EXERCISE: Each line below that contains the word "paths" must be copied.

DATASET EXCERPTS:

○ ○ ○ ○

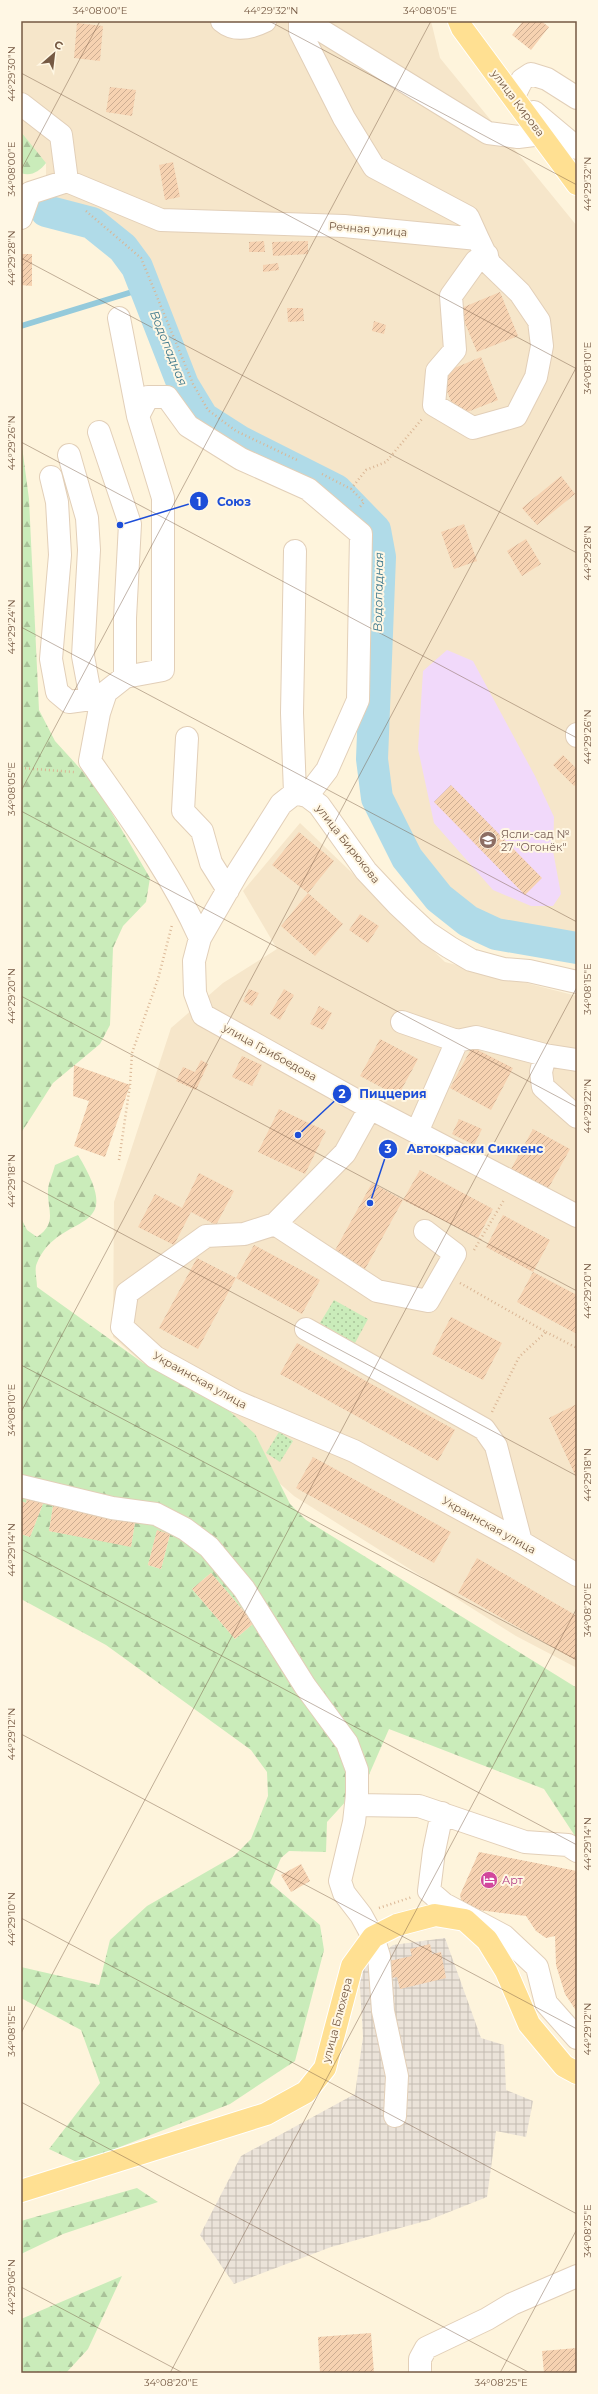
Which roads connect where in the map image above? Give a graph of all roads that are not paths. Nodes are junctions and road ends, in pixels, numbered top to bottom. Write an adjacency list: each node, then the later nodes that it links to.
1 (222, 21): 2 (street)
2 (265, 21)
3 (300, 21): 16 (street)
4 (306, 21): 7 (street)
5 (459, 21): 11 (main road, улица Кирова)
6 (469, 21): 8 (main road)
7 (332, 29): 11 (street)
8 (519, 97): 9 (street); 11 (main road); 12 (street)
9 (577, 98)
10 (21, 104): 13 (street)
11 (539, 131): 14 (main road, улица Кирова)
12 (577, 148)
13 (71, 182): 15 (street); 16 (street, Речная улица)
14 (577, 184)
15 (21, 218)
16 (483, 247): 16 (street)
17 (119, 318): 18 (street)
18 (138, 416): 23 (street); 26 (street, улица Грибоедова)
19 (99, 432): 23 (street)
20 (68, 456): 24 (street)
21 (51, 478): 24 (street)
22 (295, 551): 26 (street)
23 (125, 677): 24 (street)
24 (99, 695): 28 (street)
25 (187, 738): 27 (street)
26 (301, 795): 27 (street, улица Грибоедова); 29 (street, улица Бирюкова)
27 (228, 890): 28 (street, улица Грибоедова)
28 (200, 938): 34 (street, улица Грибоедова)
29 (577, 982)
30 (402, 1022): 31 (street)
31 (457, 1042): 32 (street); 36 (street)
32 (545, 1055): 33 (street); 35 (street)
33 (577, 1060)
34 (370, 1108): 36 (street, улица Грибоедова); 38 (street, Украинская улица)
35 (577, 1117)
36 (417, 1132): 37 (street, улица Грибоедова)
37 (577, 1216)
38 (275, 1224): 39 (street); 42 (street, Украинская улица)
39 (425, 1231)
40 (306, 1329): 42 (street)
41 (21, 1486): 44 (street)
42 (521, 1542): 43 (street, Украинская улица)
43 (577, 1575)
44 (356, 1805): 45 (street); 47 (street)
45 (442, 1813): 46 (street); 48 (street)
46 (577, 1851)
47 (373, 1937): 49 (main road, улица Блюхера); 50 (street); 51 (main road, улица Блюхера)
48 (577, 2038)
49 (577, 2073)
50 (395, 2116)
51 (21, 2191)
52 (577, 2276): 53 (street)
53 (420, 2373)

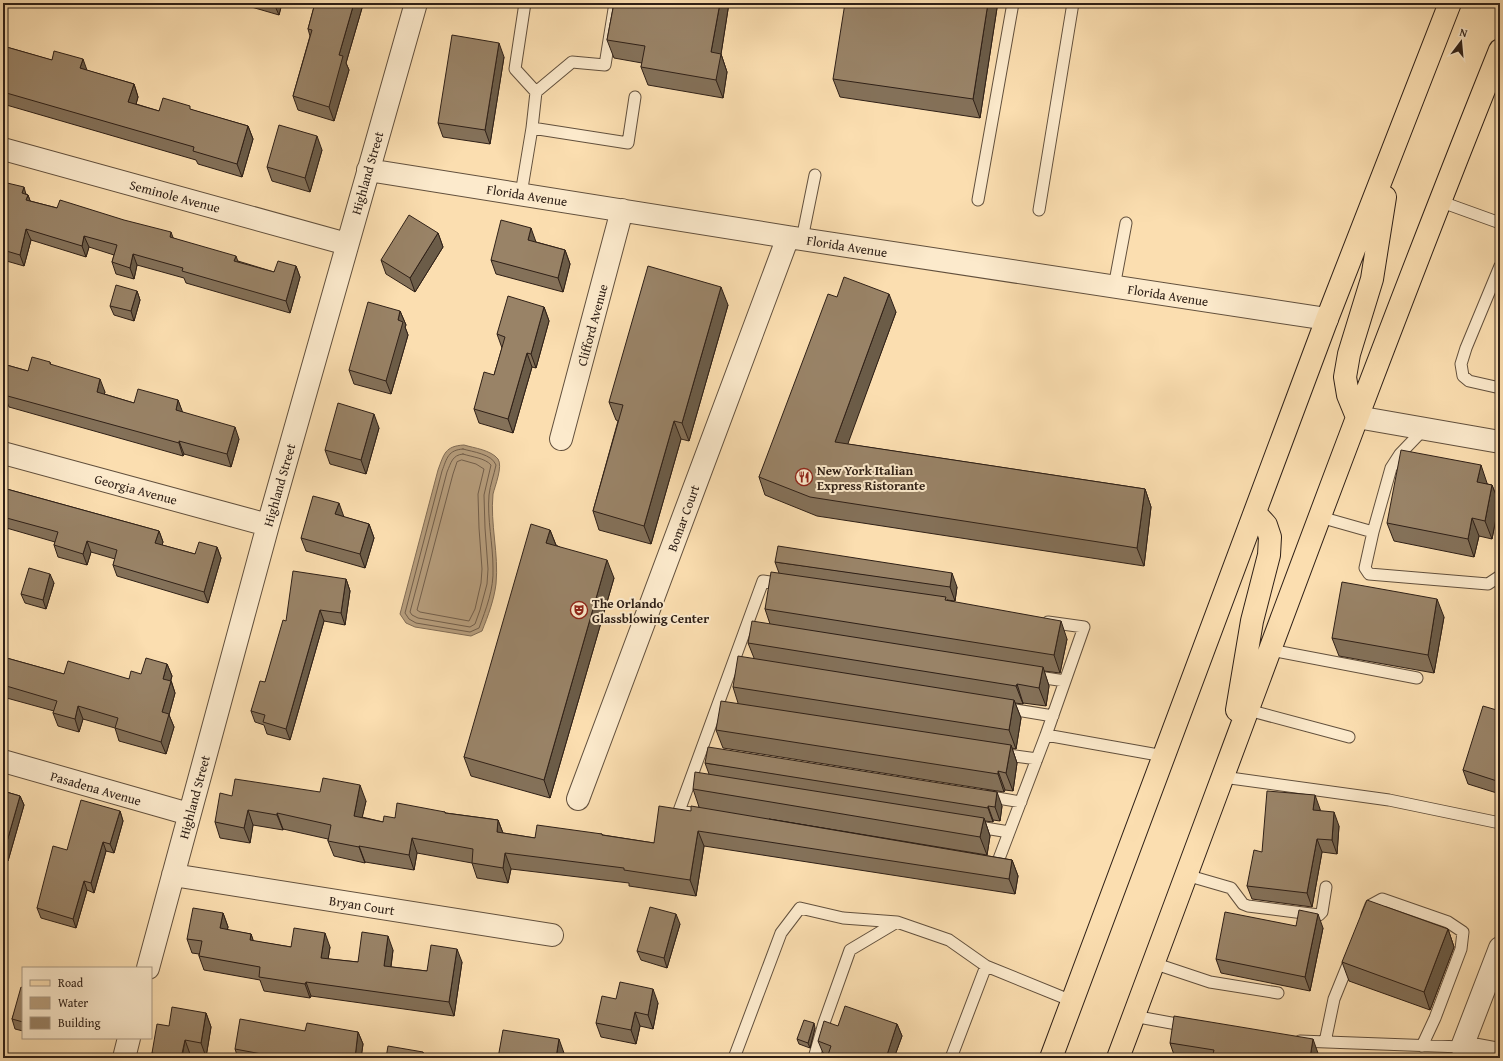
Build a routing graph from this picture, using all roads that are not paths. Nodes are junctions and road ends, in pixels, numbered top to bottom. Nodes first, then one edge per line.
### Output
1 (416, 3) edge
2 (525, 3) edge
3 (615, 3) edge
4 (1013, 3) edge
5 (1073, 3) edge
6 (1450, 3) edge
7 (1500, 50) edge
8 (536, 92) junction
9 (636, 97) dead end
10 (532, 128) junction
11 (3, 149) edge
12 (1392, 155) junction
13 (368, 170) junction
14 (815, 175) dead end
15 (521, 194) junction
16 (978, 200) dead end
17 (1439, 201) junction
18 (622, 210) junction
19 (1039, 210) dead end
20 (1126, 223) dead end
21 (1500, 223) edge
22 (795, 238) junction
23 (347, 244) junction
24 (1500, 266) edge
25 (1114, 287) junction
26 (1328, 319) junction
27 (1500, 388) edge
28 (1357, 417) junction
29 (1424, 429) junction
30 (561, 439) dead end
31 (1500, 442) edge
32 (3, 453) edge
33 (1255, 513) junction
34 (1320, 517) junction
35 (268, 525) junction
36 (1373, 532) junction
37 (1500, 576) edge
38 (795, 585) edge
39 (1037, 621) edge
40 (1270, 650) junction
41 (1018, 674) edge
42 (1417, 678) dead end
43 (1065, 681) junction
44 (994, 706) edge
45 (1248, 710) junction
46 (1052, 716) junction
47 (1046, 735) junction
48 (1349, 737) dead end
49 (993, 752) edge
50 (1164, 756) junction
51 (1037, 759) junction
52 (3, 762) edge
53 (1226, 768) junction
54 (974, 794) edge
55 (578, 799) dead end
56 (1021, 802) junction
57 (189, 814) junction
58 (702, 815) edge
59 (1500, 823) edge
60 (963, 824) edge
61 (1009, 832) junction
62 (982, 861) edge
63 (173, 875) junction
64 (1186, 875) junction
65 (1326, 887) dead end
66 (897, 922) junction
67 (1363, 927) edge
68 (552, 935) dead end
69 (1354, 948) edge
70 (1500, 948) edge
71 (1153, 962) junction
72 (986, 966) junction
73 (148, 967) edge
74 (1278, 993) dead end
75 (1072, 1001) junction
76 (1133, 1016) junction
77 (1201, 1028) edge
78 (129, 1039) edge
79 (1290, 1041) edge
80 (1325, 1042) junction
81 (1422, 1046) junction
82 (1462, 1047) junction
83 (1500, 1054) edge
84 (124, 1058) edge
85 (734, 1058) edge
86 (814, 1058) edge
87 (951, 1058) edge
88 (1051, 1058) edge
89 (1118, 1058) edge

1 - 13 street, Highland Street
2 - 8 lane
3 - 8 lane
4 - 16 lane
5 - 19 lane
6 - 12 main road
7 - 17 main road
8 - 10 lane
9 - 10 lane
10 - 15 lane
11 - 23 street, Seminole Avenue
12 - 26 main road
12 - 28 main road
13 - 15 street, Florida Avenue
13 - 23 street, Highland Street
14 - 22 lane
15 - 18 street, Florida Avenue
17 - 21 lane
17 - 28 main road
18 - 22 street, Florida Avenue
18 - 30 street, Clifford Avenue
20 - 25 lane
22 - 25 street, Florida Avenue
22 - 55 street, Bomar Court
23 - 35 street, Highland Street
24 - 27 lane
25 - 26 street, Florida Avenue
26 - 33 main road
28 - 29 street
28 - 34 main road
29 - 31 street
29 - 36 lane
32 - 35 street, Georgia Avenue
33 - 50 main road
33 - 53 main road
34 - 36 lane
34 - 40 main road
35 - 57 street, Highland Street
36 - 37 lane
38 - 58 lane
39 - 43 lane
40 - 42 lane
40 - 45 main road
41 - 43 lane
43 - 46 lane
44 - 46 lane
45 - 48 lane
45 - 53 main road
46 - 47 lane
47 - 50 lane
47 - 51 lane
49 - 51 lane
50 - 75 main road
51 - 56 lane
52 - 57 street, Pasadena Avenue
53 - 59 lane
53 - 64 main road
54 - 56 lane
56 - 61 lane
57 - 63 street, Highland Street
60 - 61 lane
61 - 62 lane
63 - 68 street, Bryan Court
63 - 73 street, Highland Street
64 - 65 lane
64 - 71 main road
66 - 72 lane
66 - 85 lane
66 - 86 lane
67 - 81 lane
69 - 80 lane
70 - 82 street
71 - 74 lane
71 - 76 main road
72 - 75 lane
72 - 87 lane
75 - 88 main road
76 - 77 lane
76 - 89 main road
78 - 84 street
79 - 80 lane
80 - 81 lane
81 - 82 lane
82 - 83 street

○ ○ ○ ○

WRITTEN RESPONSE:
Which roads connect where in the map image above? Give a graph of all roads that are not paths. Nodes are junctions and road ends, in pixels, numbered top to bottom. Write an adjacency list: each node, then the later nodes that it links to.
Build a routing graph from this picture, using all roads that are not paths. Nodes are junctions and road ends, in pixels, numbered top to bottom. Nodes first, then one edge per line.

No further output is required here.